YOUR ASSIGNMENT: Among the lines below, some may hold the word "roads"; state how many do, giving only the number.

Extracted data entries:
★ ★ ★ ★
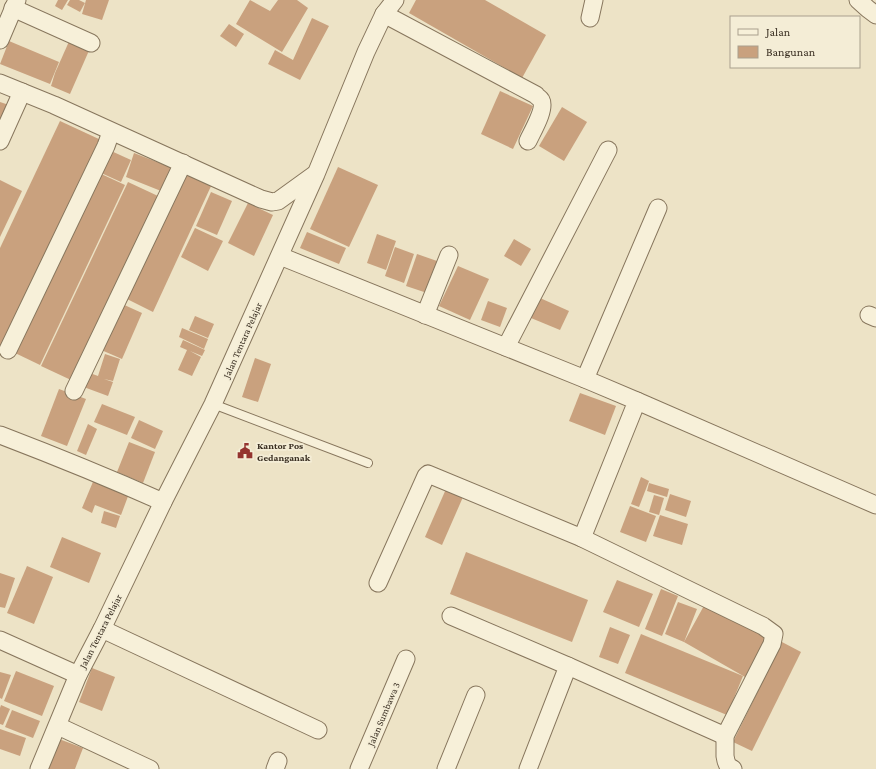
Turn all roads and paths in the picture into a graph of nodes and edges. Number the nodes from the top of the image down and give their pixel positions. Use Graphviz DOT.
graph roads {
  1 [pos="394,0"];
  2 [pos="594,0"];
  3 [pos="858,0"];
  4 [pos="15,4"];
  5 [pos="384,14"];
  6 [pos="876,15"];
  7 [pos="590,18"];
  8 [pos="0,40"];
  9 [pos="91,43"];
  10 [pos="0,83"];
  11 [pos="22,92"];
  12 [pos="111,132"];
  13 [pos="0,141"];
  14 [pos="528,141"];
  15 [pos="608,150"];
  16 [pos="182,163"];
  17 [pos="316,174"];
  18 [pos="658,208"];
  19 [pos="449,255"];
  20 [pos="280,256"];
  21 [pos="425,315"];
  22 [pos="506,347"];
  23 [pos="8,350"];
  24 [pos="585,379"];
  25 [pos="74,391"];
  26 [pos="637,401"];
  27 [pos="213,404"];
  28 [pos="0,435"];
  29 [pos="368,463"];
  30 [pos="163,502"];
  31 [pos="876,505"];
  32 [pos="582,538"];
  33 [pos="378,583"];
  34 [pos="451,616"];
  35 [pos="102,629"];
  36 [pos="0,640"];
  37 [pos="406,659"];
  38 [pos="568,666"];
  39 [pos="78,675"];
  40 [pos="476,695"];
  41 [pos="58,726"];
  42 [pos="318,730"];
  43 [pos="725,736"];
  44 [pos="39,769"];
  45 [pos="150,769"];
  46 [pos="359,769"];
  47 [pos="446,769"];
  48 [pos="528,769"];
  49 [pos="732,769"];
  1 -- 5 [label="street, Jalan Tentara Pelajar"];
  2 -- 7 [label="street"];
  3 -- 6 [label="street"];
  4 -- 8 [label="street"];
  4 -- 9 [label="street"];
  5 -- 14 [label="street"];
  5 -- 17 [label="street, Jalan Tentara Pelajar"];
  10 -- 11 [label="street"];
  11 -- 12 [label="street"];
  11 -- 13 [label="street"];
  12 -- 16 [label="street"];
  12 -- 23 [label="street"];
  15 -- 22 [label="street"];
  16 -- 17 [label="street"];
  16 -- 25 [label="street"];
  17 -- 20 [label="street, Jalan Tentara Pelajar"];
  18 -- 24 [label="street"];
  19 -- 21 [label="street"];
  20 -- 21 [label="street"];
  20 -- 27 [label="street, Jalan Tentara Pelajar"];
  21 -- 22 [label="street"];
  22 -- 24 [label="street"];
  24 -- 26 [label="street"];
  26 -- 31 [label="street"];
  26 -- 32 [label="street"];
  27 -- 29 [label="lane"];
  27 -- 30 [label="street, Jalan Tentara Pelajar"];
  28 -- 30 [label="street"];
  30 -- 35 [label="street, Jalan Tentara Pelajar"];
  32 -- 33 [label="street"];
  32 -- 43 [label="street"];
  34 -- 38 [label="street"];
  35 -- 39 [label="street, Jalan Tentara Pelajar"];
  35 -- 42 [label="street"];
  36 -- 39 [label="street, Jalan Tentara Pelajar"];
  37 -- 46 [label="street, Jalan Sumbawa 3"];
  38 -- 43 [label="street"];
  38 -- 48 [label="street"];
  39 -- 41 [label="street, Jalan Tentara Pelajar"];
  40 -- 47 [label="street"];
  41 -- 44 [label="street, Jalan Tentara Pelajar"];
  41 -- 45 [label="street"];
  43 -- 49 [label="street"];
}
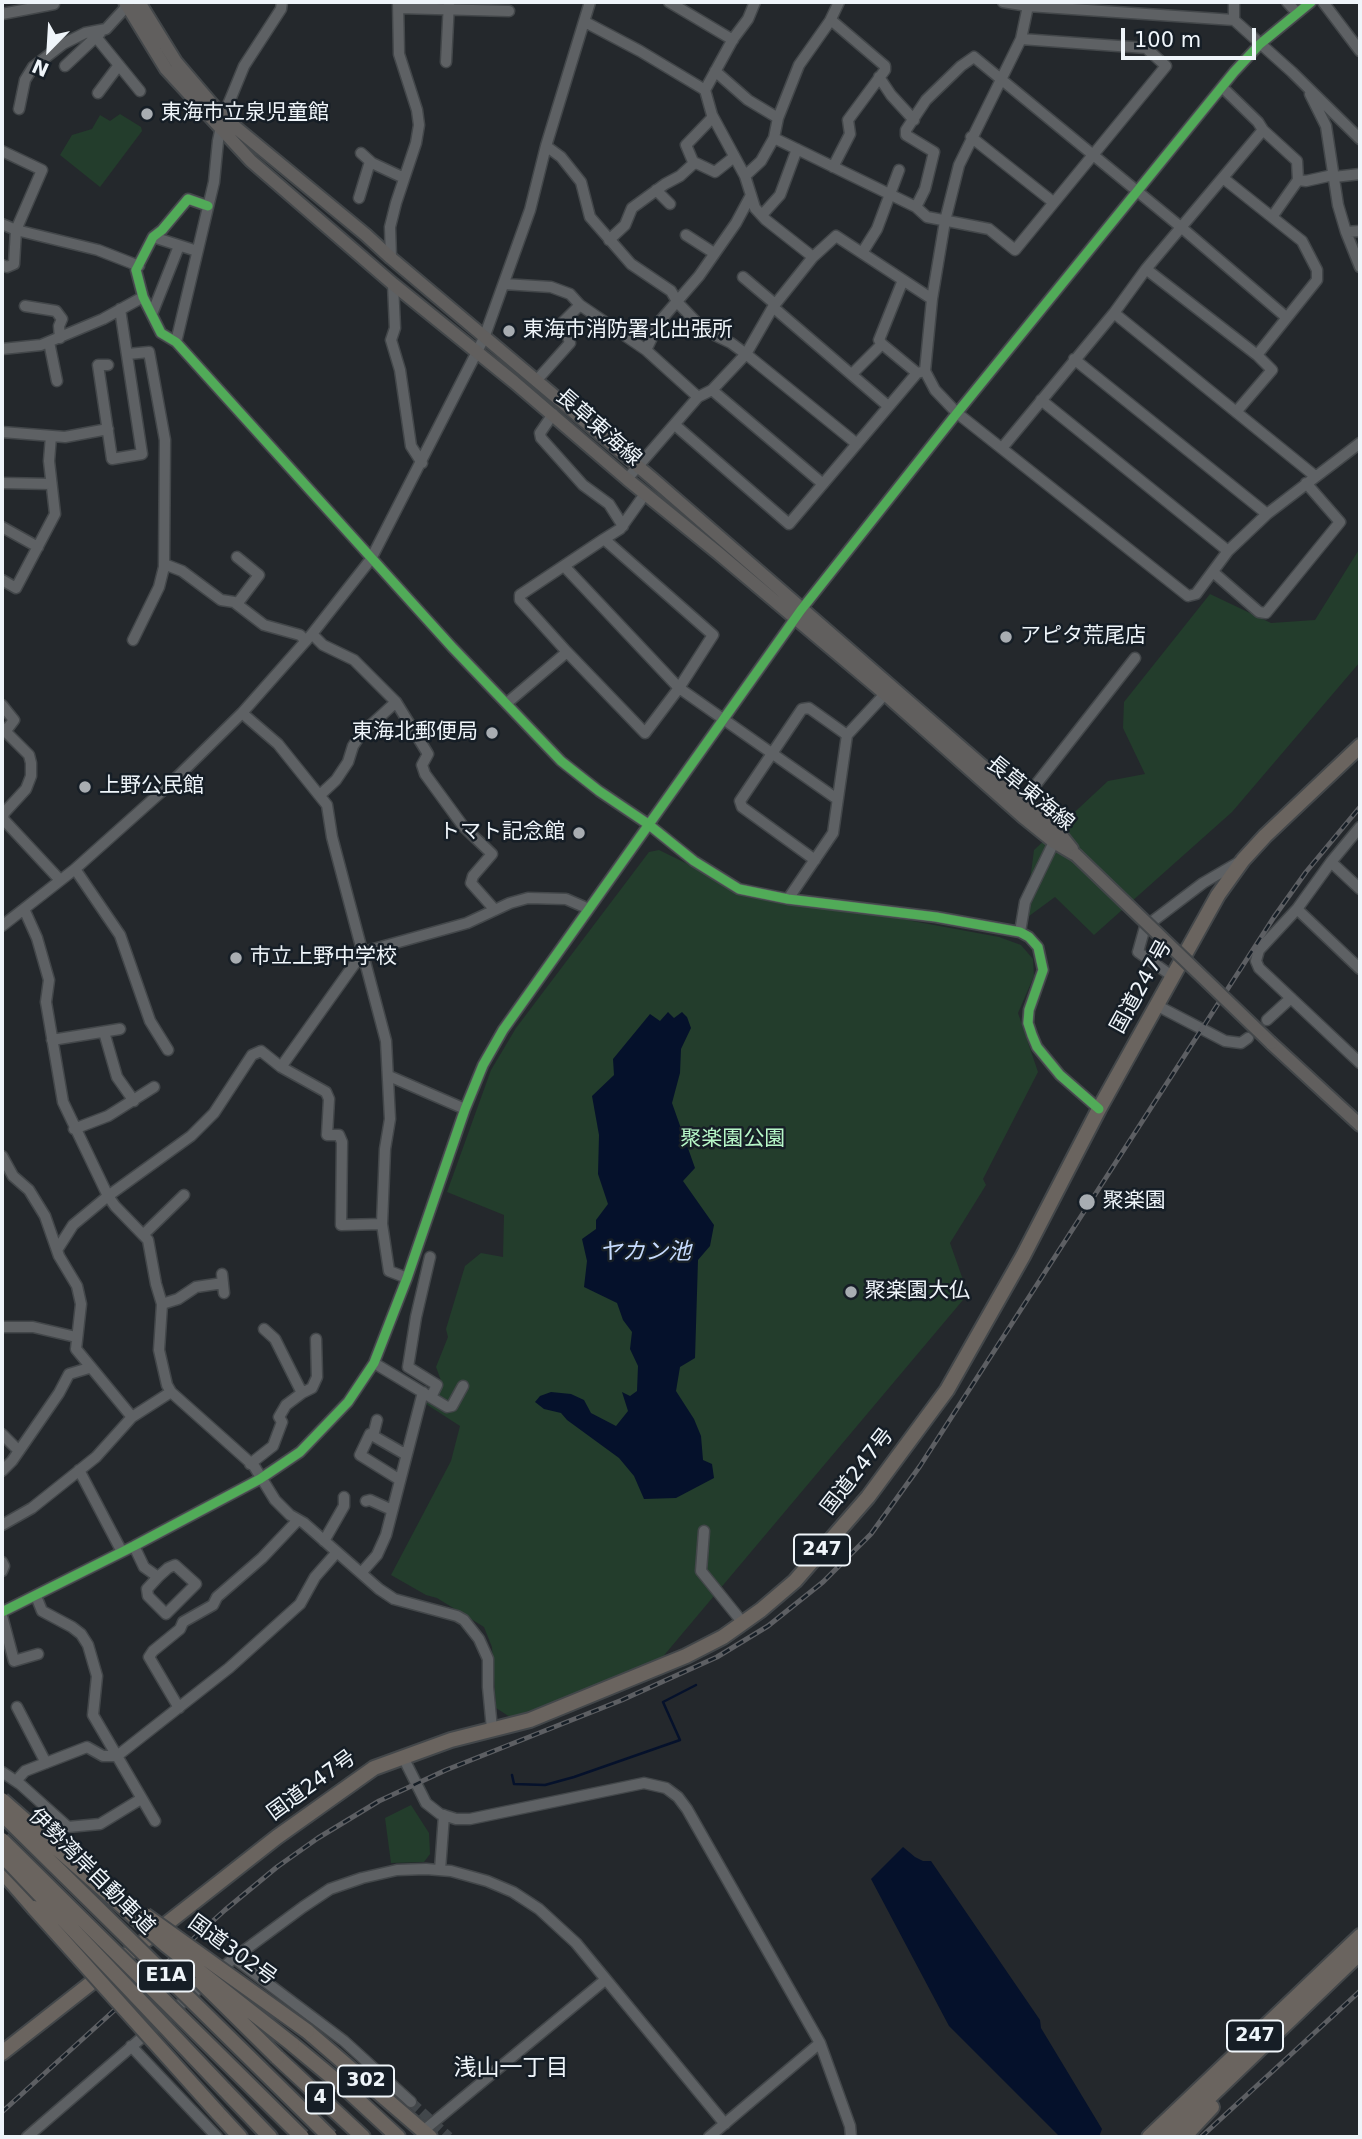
★ ★ ★ ★
FINAL ANSWER: 2